Начались возмущения – он толкнул черту дальше, отбирая уже приобретенное. Первая демонстрация в столице. Первая бойня. Началась гражданская война, которую запретили так называть. Путч – авантюристическая попытка группы заговорщиков произвести государственный переворот. Восстание врагов уклада. Вот так называть можно.
В северных княжествах все улеглось быстро, но юг всегда был относительно предоставлен самому себе.
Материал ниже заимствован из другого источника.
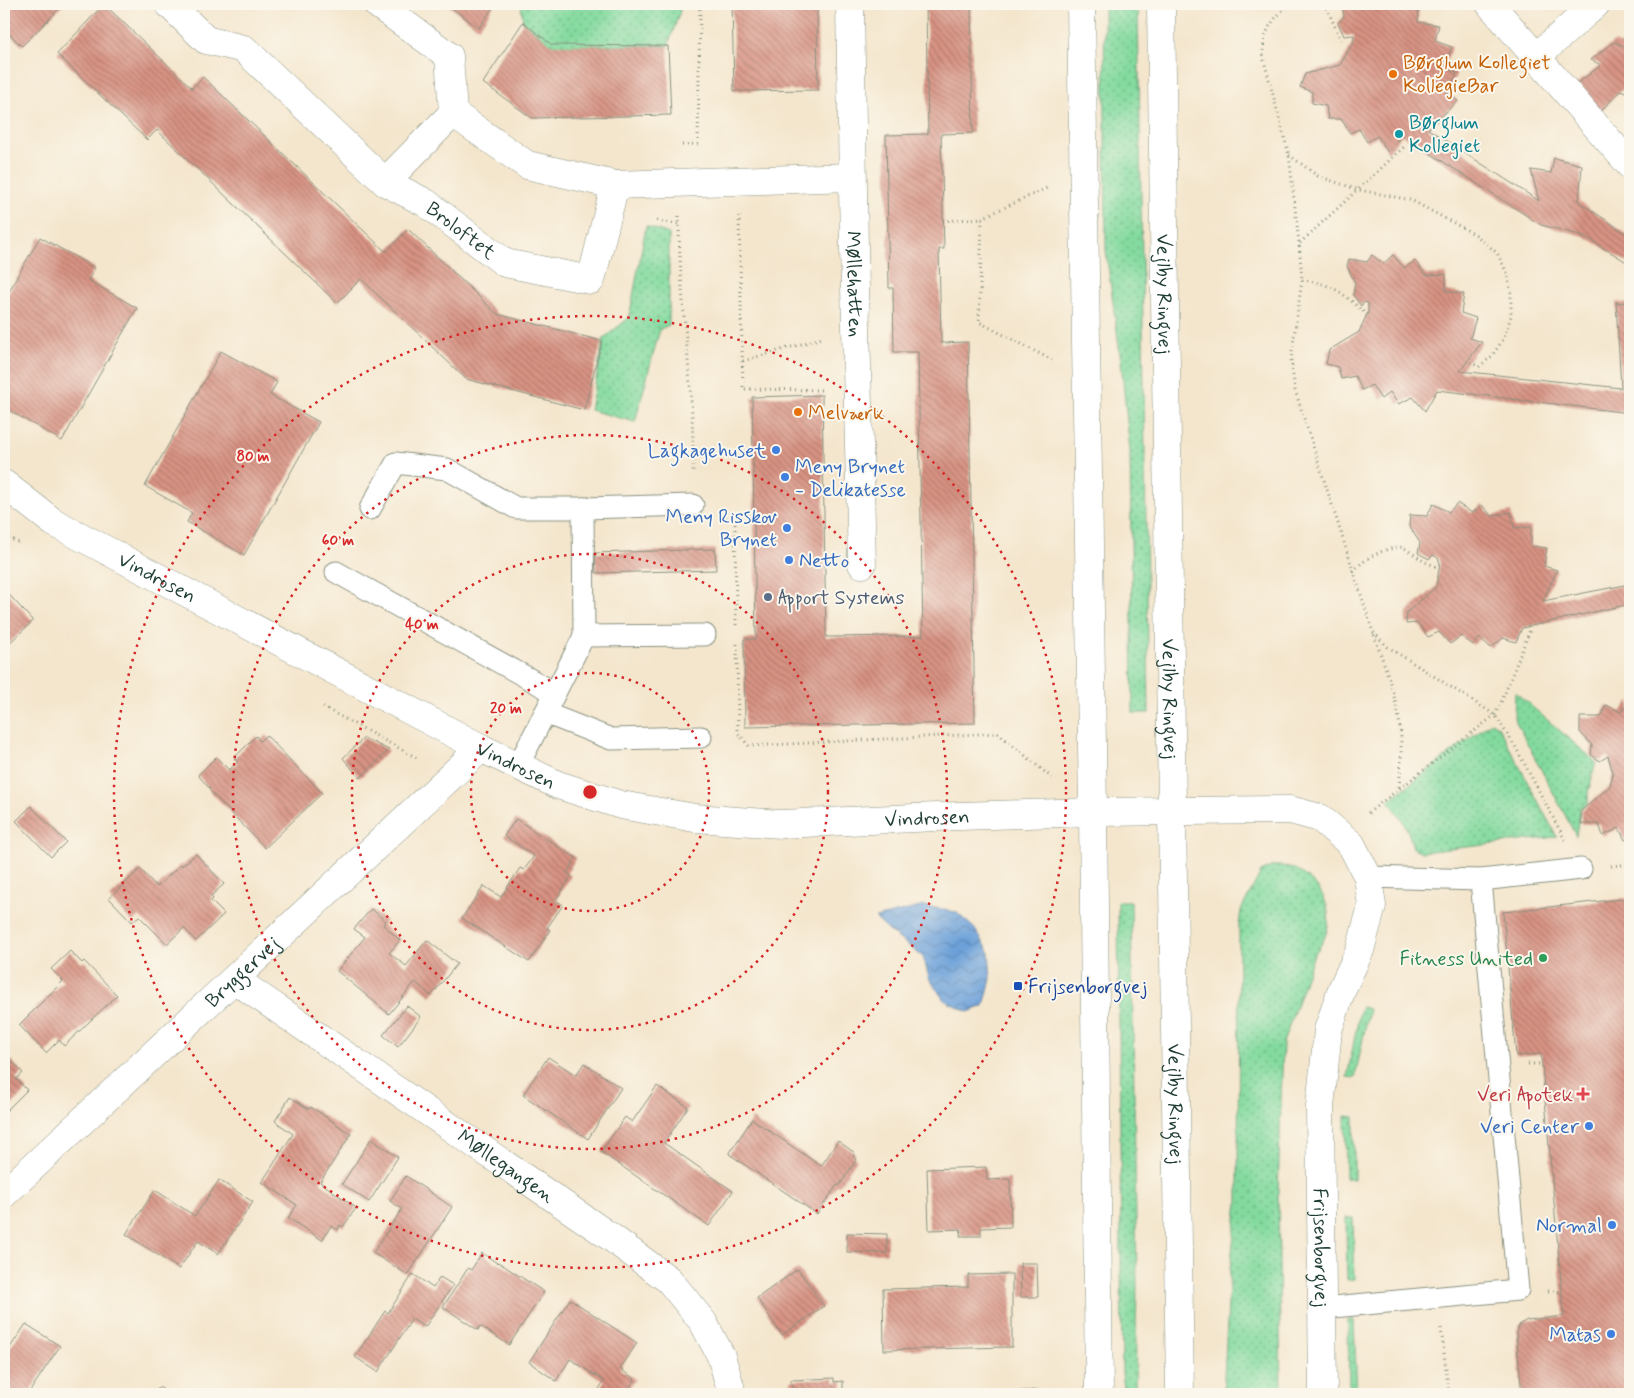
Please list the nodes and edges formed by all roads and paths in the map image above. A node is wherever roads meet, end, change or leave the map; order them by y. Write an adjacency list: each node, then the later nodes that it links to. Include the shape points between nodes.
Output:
1 (168, 4): 20 (street, Broloftet, via 206,40 244,49)
2 (377, 4): 13 (street, via 449,56)
3 (700, 4): 14 (path, via 698,144)
4 (850, 4): 19 (street, Møllehatten)
5 (1081, 4): 18 (street)
6 (1160, 4): 57 (street, Vejlby Ringvej)
7 (1290, 4): 16 (path, via 1270,24 1263,46 1263,57)
8 (1323, 4): 11 (path)
9 (1490, 4): 12 (street)
10 (1596, 4): 12 (street)
11 (1341, 40)
12 (1536, 57): 17 (street)
13 (453, 113): 20 (street); 21 (street, via 527,165)
14 (679, 145)
15 (1404, 147): 22 (path)
16 (1289, 156): 22 (path, via 1318,176); 27 (path)
17 (1630, 165)
18 (1084, 171): 24 (path); 33 (street)
19 (852, 177): 21 (street); 30 (street, Møllehatten)
20 (385, 182): 21 (street, Broloftet, via 426,203 505,263 591,280)
21 (616, 185)
22 (1359, 190): 27 (path); 32 (path, via 1411,200 1476,235 1497,253 1507,273 1511,316 1504,338 1492,356 1479,367)
23 (739, 215): 31 (path)
24 (982, 218): 25 (path); 33 (path, via 979,322)
25 (943, 221)
26 (679, 238): 35 (path)
27 (1299, 243): 28 (path)
28 (1302, 280): 29 (path, via 1328,285 1342,292); 43 (path, via 1291,359 1296,390)
29 (1367, 315)
30 (856, 328): 31 (path); 34 (street, Møllehatten)
31 (743, 361): 34 (path, via 742,389)
32 (1468, 362)
33 (1086, 377): 56 (street)
34 (858, 390): 41 (street, Møllehatten)
35 (694, 434)
36 (6, 489): 53 (street, Vindrosen, via 53,522)
37 (693, 505): 38 (lane)
38 (583, 508): 39 (lane, via 516,508 447,470 396,463); 48 (lane)
39 (370, 509)
40 (735, 518): 56 (path, via 738,733 748,746 998,733)
41 (862, 564)
42 (1440, 568): 43 (path, via 1404,547 1388,548 1370,556)
43 (1352, 571): 46 (path)
44 (336, 572): 49 (lane)
45 (1530, 630): 51 (path)
46 (1373, 632): 51 (path, via 1388,647); 55 (path, via 1398,713 1402,744)
47 (705, 635): 48 (lane)
48 (584, 636): 49 (lane)
49 (555, 693): 50 (lane)
50 (545, 713): 52 (lane, via 611,739); 54 (lane)
51 (1495, 714): 55 (path); 59 (path)
52 (701, 737)
53 (481, 748): 54 (street, Vindrosen); 62 (street, Bryggervej)
54 (518, 766): 56 (street, Vindrosen, via 558,785 621,805 695,818 781,824)
55 (1399, 788): 58 (path)
56 (1093, 812): 57 (street, Frijsenborgvej); 67 (street)
57 (1171, 812): 60 (street, Frijsenborgvej, via 1290,810 1320,818 1351,844); 68 (street, Vejlby Ringvej)
58 (1360, 819)
59 (1581, 869): 61 (lane)
60 (1368, 876): 61 (lane); 65 (street, Frijsenborgvej, via 1372,906 1360,950 1328,1030 1321,1097)
61 (1481, 880): 64 (lane, via 1518,1290)
62 (234, 979): 63 (street, Bryggervej); 66 (street, Møllegangen, via 670,1280 704,1322 721,1356)
63 (4, 1194)
64 (1438, 1297): 65 (lane); 70 (path)
65 (1322, 1308): 69 (street, Frijsenborgvej)
66 (730, 1394)
67 (1099, 1394)
68 (1180, 1394)
69 (1323, 1394)
70 (1448, 1394)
За порядком, по большей части, там следили дружины местных фюрстов, да и на юге всегда было меньше регулярных войск около городов, так как легионы стояли вдоль Фронтира.
Там путч смог основательно пустить корни. Множество стычек в городах, целые кварталы обносились баррикадами и становились крепостями. Зрела идея народовластия.
Тогда северные легионы совершили полную перегруппировку. От каждого было взято по когорте, был создан Легион Подавления. По приказу кайзера, первой целью такого легиона стал Аройо-Илаго. Там был самый крупный укрепрайон повстанцев на всем юге. Именно, что целый район, граничащий с окраинами города. А из крупных городов лишь у Аусбруха были стены.
Легион встал по периметру и взял повстанцев в осаду. Но этого было мало, тогда кайзер сказал свое слово. Если те люди хотят сами принимать решения, связанные с их существованием, пусть так. Пусть тогда попробуют принять следующее. Тот, кто хочет продолжить жить, просто жить, но по-старому, пусть убьет хоть одного из тех, кто хочет жить по-новому или наоборот. Тогда район накрыло куполом лютого мороза. Ауринк сказал, что узнает, когда внутри все придут к «согласию». Проголосуют делом.
Полусфера зимы, внутри холод, словно на горной вершине в ночную стужу, а по краю – руку засунешь, ее и нет больше. Люди жались по подвалам, жгли все, включая книги. Разбирали оружие, ради кристаллов, для обогрева. Прошло время, которого должно было хватить до начала бойни внутри купола, когда люди стали бы замерзшими животными, но ситуацию изменил человек, что шел к куполу, волоча на себе пять связанных бронированных фургонов для перевозки заключенных.
В таких помещалось до сорока человек, а броня держала выстрел из баллисты, не говоря уже про наличие поглотителя – крупного орихалкового штыря, что словно громоотвод, стягивал на себя магию, выстрелы лучевого оружия в том числе.
Симон шел прямо сквозь военный городок, построенный легионом, к границе купола, что совпадала с окраиной города. Он не реагировал на приказы, угрозы и проклятия. Его не беспокоили ни палатки, ни телеги, ни баррикады, что были у него на пути. Он ломал их грудью и топтал ногами.